The Biblical Book of The Psalms help us to consider life’s challenges and rewards in very personal, human ways. Consider that each Psalm was written by someone crying out to the Lord - in joy, pain, devastation, or sorrow. He wants to hear from us on these levels. Just like these authors, we will also experience their emotions as we go through life. Take time to read them now and in the coming year. Psalm 119 [1- 8; 26 - 35] is one example of getting in touch with God on a very personal level and matter. Try praying the Psalm as if you are the one seeking the Lord with all of your heart.
“Blessed are those whose ways are blameless,
who walk according to the law of the Lord.

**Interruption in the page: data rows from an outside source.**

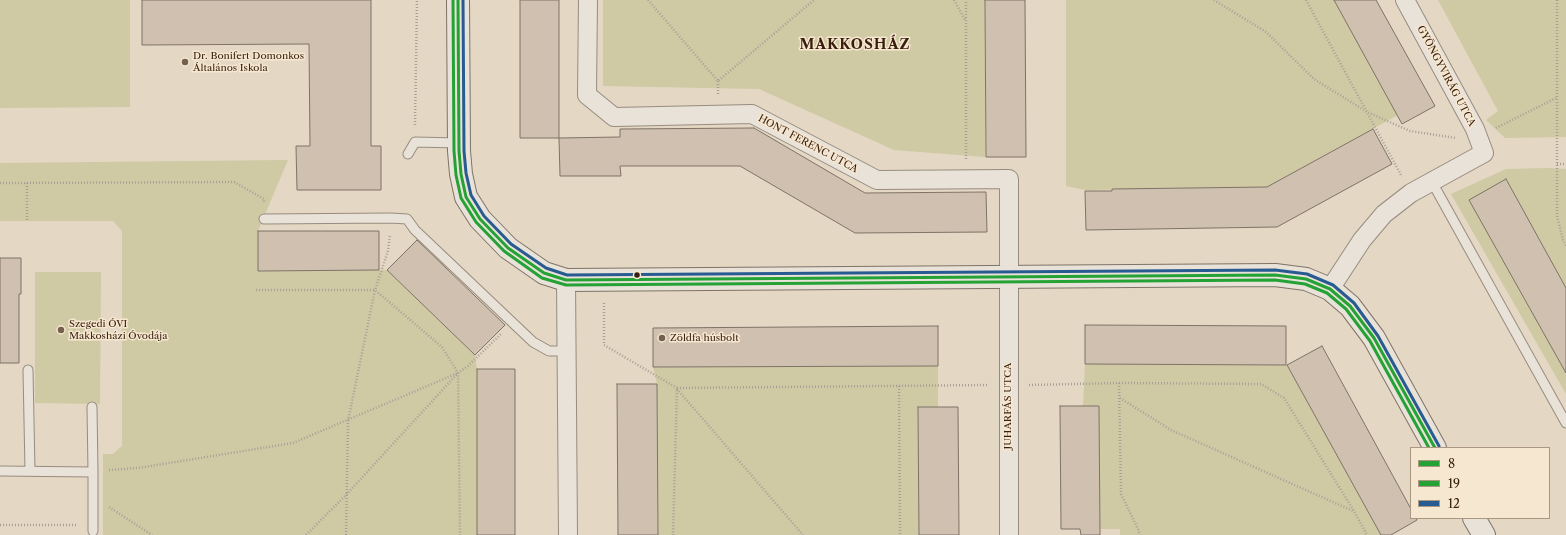 <!DOCTYPE html>
<meta charset="utf-8">
<style>
body{margin:0}
#map{position:relative;width:1566px;height:535px;overflow:hidden;background:#e4d7c3;font-family:"Libre Caslon Text",serif}
canvas{display:block}
.legend{position:absolute;left:1410px;top:447px;width:140px;height:72px;box-sizing:border-box;background:#f6e7d0;border:1px solid #aa9782;margin:0;padding:5px 7px;list-style:none;font-size:12px;color:#391e0e}
.legend li{display:flex;align-items:center;gap:8px;height:20px}
.legend b{width:20px;border:1px solid #aa9782}
</style>
<div id="map">
<canvas width="1566" height="535"></canvas>
<ul class="legend">
<li><b style="height:5px;background:#25a235"></b>8</li>
<li><b style="height:5px;background:#25a235"></b>19</li>
<li><b style="height:5px;background:#275b91"></b>12</li>
</ul>
</div>
<script>
const context = document.querySelector('canvas').getContext('2d');
context.lineJoin = 'round';
function fillPath(path, color) { context.fillStyle = color; context.fill(path, 'evenodd'); }
const shape = rows => new Path2D(rows.map(r => 'M' + r).join(''));
function trace(path, color, width, dash) { context.strokeStyle = color; context.lineWidth = width; context.lineCap = dash ? 'butt' : 'round'; context.setLineDash(dash || []); context.stroke(path); }
function label(font, color, halo, rows, align = 'center') {
  context.font = font + ' "Libre Caslon Text",serif'; context.lineWidth = 3; context.setLineDash([]); context.textBaseline = 'middle'; context.strokeStyle = halo; context.fillStyle = color; for (const [text, x, y, turn = 0] of rows) {
    context.save(); context.translate(x, y); context.rotate((+turn || 0) * Math.PI / 180); context.textAlign = isNaN(turn) ? turn : align; if (halo) context.strokeText(text, 0, 0); context.fillText(text, 0, 0); context.restore();
  }
}
fillPath(shape([
 [0,0,130,0,130,107,0,108],
 [603,0,985,0,985,157,894,150,759,89,603,86],
 [1066,0,1334,0,1398,115,1267,187,1085,190,1066,186],
 [1438,0,1566,0,1566,137,1505,138,1486,120,1498,111],
 [288,160,258,231,258,271,387,270,475,355,477,369,477,535,103,535,103,454,113,454,122,446,122,231,113,221,0,221,0,163],
 [1548,168,1566,169,1566,394,1451,194,1506,169],
 [35,272,101,272,100,404,35,403],
 [1085,364,1287,365,1381,535,1120,535,1120,529,1100,529,1099,406,1083,406],
 [938,366,938,407,919,535,658,535,657,384,653,367]
]), '#cfc9a4');
const building = shape([
 [142,0,371,0,371,146,381,146,381,190,297,190,296,146,310,146,309,44,142,45,142,0],
 [520,0,559,0,559,138,520,138,520,0],
 [985,0,1025,0,1026,157,986,157,985,0],
 [1334,0,1376,0,1435,106,1402,124,1334,0],
 [754,128,865,193,986,192,987,232,855,233,740,166,620,166,621,176,560,176,559,138,620,137,620,129,754,128],
 [1373,129,1392,164,1277,227,1086,230,1085,191,1112,191,1112,189,1267,187,1373,129],
 [1506,179,1566,288,1566,373,1469,200,1506,179],
 [258,231,379,231,379,270,258,271,258,231],
 [417,240,505,325,475,355,387,270,417,240],
 [0,258,21,258,21,294,19,294,19,363,0,363,0,258],
 [1085,325,1286,326,1286,365,1085,364,1085,325],
 [938,326,938,366,653,367,653,328,938,326],
 [1322,346,1411,509,1411,518,1416,518,1417,520,1391,535,1381,535,1287,365,1322,346],
 [477,369,515,369,515,535,477,535,477,369],
 [617,384,657,384,658,535,618,535,617,384],
 [1060,406,1099,406,1100,535,1081,535,1080,529,1061,529,1060,406],
 [918,407,958,407,959,535,919,535,918,407]
]);
fillPath(building, '#cfc0af');
trace(building, '#7e7367', 1);
const lane = shape([
 [408,154,415,142,459,143],
 [1432,182,1566,423],
 [264,219,391,218,407,219,415,230,533,342,549,351,566,351],
 [28,370,30,471],
 [92,407,93,472],
 [0,471,93,472,93,531]
]);
const street = shape([
 [588,0,587,95,614,117,752,114,877,180,1009,179,1009,535],
 [566,280,568,535],
 [1330,289,1362,240,1384,214,1411,193,1484,153,1475,129,1405,0]
]);
const secondary = shape([
 [458,0,459,151,461,174,466,197,480,219,508,248,544,273,566,280,1275,275,1306,279,1330,289,1350,306,1374,338,1435,448],
 [1474,518,1484,535]
]);
trace(lane, '#978c7f', 11);
trace(street, '#978c7f', 20);
trace(secondary, '#7e7367', 24);
trace(shape([
 [648,0,718,81,814,0],
 [954,0,965,20],
 [1214,0,1266,32,1314,79,1367,112,1410,131,1456,138],
 [1306,0,1401,175],
 [1557,0,1557,216,1563,240,1566,246],
 [718,81,718,95],
 [415,125,417,0],
 [1496,128,1556,98],
 [966,159,966,0],
 [1557,164,1566,164],
 [0,183,234,182,264,199,264,202],
 [27,183,27,221],
 [256,290,375,290,442,347,458,373,460,535],
 [604,303,604,345,677,388,673,535],
 [1119,383,1121,494,1139,531,1139,535],
 [1029,385,1119,383,1261,384,1284,398,1354,511,1367,535],
 [899,386,900,535],
 [677,388,988,385],
 [677,389,803,535],
 [1120,398,1171,430,1353,511],
 [109,470,138,468,293,443,458,373],
 [109,507,152,535],
 [0,525,77,525],
 [306,535,346,495,458,373,468,366,501,334],
 [346,535,348,421,375,290,388,251,390,235]
]), '#a8a097', 2.5, [1, 2]);
trace(lane, '#e9e2d8', 9);
trace(street, '#e9e2d8', 18);
trace(secondary, '#e9e2d8', 22);
trace(shape([
 [458,0,459,151,461,174,466,197,480,219,508,248,544,273,566,280,1275,275,1306,279,1330,289,1350,306,1374,338,1435,448]
]), '#25a235', 3);
trace(shape([
 [453,0,454,151,456,175,461,198,476,222,504,251,542,278,566,285,1275,280,1305,284,1327,293,1346,309,1370,341,1429,448]
]), '#25a235', 3);
trace(shape([
 [463,0,464,151,466,173,471,195,484,216,511,244,546,268,567,275,1275,270,1307,274,1333,285,1354,303,1378,336,1439,446]
]), '#275b91', 3);
for (const [x, y, r, color] of [
 [185,62,4,"#755f4d"],
 [637,275,3.5,"#391e0e"],
 [61,330,4,"#755f4d"],
 [662,338,4,"#755f4d"]
]) { const dot = new Path2D(); dot.arc(x, y, r, 0, 2 * Math.PI); context.fillStyle = color; context.fill(dot); trace(dot, '#f6e7d0', 1.5); }
label('10px', '#391e0e', '#f6e7d0', [
 ["Dr. Bonifert Domonkos",193,56],
 ["Általános Iskola",193,68],
 ["Szegedi ÓVI",69,324],
 ["Makkosházi Óvodája",69,336],
 ["Zöldfa húsbolt",670,338]
], 'left');
label('10px', '#391e0e', '#f6e7d0', [
 ["GYÖNGYVIRÁG UTCA",1446,76,62],
 ["HONT FERENC UTCA",808,144,28],
 ["JUHARFÁS UTCA",1008,406,-90]
]);
context.letterSpacing = '1px';
label('bold 14px', '#391e0e', '#f6e7d0', [
 ["MAKKOSHÁZ",855,45]
]);
context.letterSpacing = '0px';
</script>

Blessed are those who keep his statutes
and seek him with all their heart—they do no wrong
but follow his ways.
You have laid down precepts
that are to be fully obeyed.
Oh, that my ways were steadfast
in obeying your decrees!
Then I would not be put to shame
when I consider all your commands.
I will praise you with an upright heart
as I learn your righteous laws.
I will obey your decrees;
do not utterly forsake me.
I am laid low in the dust;
preserve my life according to your word.
I gave an account of my ways and you answered me;
teach me your decrees.
Cause me to understand the way of your precepts,
that I may meditate on your wonderful deeds.
My soul is weary with sorrow;
strengthen me according to your word.
Keep me from deceitful ways;
be gracious to me and teach me your law.
I have chosen the way of faithfulness;
I have set my heart on your laws.
I hold fast to your statutes, Lord;
do not let me be put to shame.
I run in the path of your commands,
for you have broadened my understanding.”
Consider studying the Book of Psalms in 2020. It could be your New Year’s Resolution! After all, you and I will surely experience human circumstances which will elicit strong emotional responses on our part including disappointment, sadness, joy, fear, peace, and other strong feelings during 2020. Grow accustomed to praying the Psalms as they were meant to be used: “to prepare our hearts for a living conversation with God.” [Cavins et al]
Merry Christmas! May you all have a Blessed New Year filled with joyfulness and peace.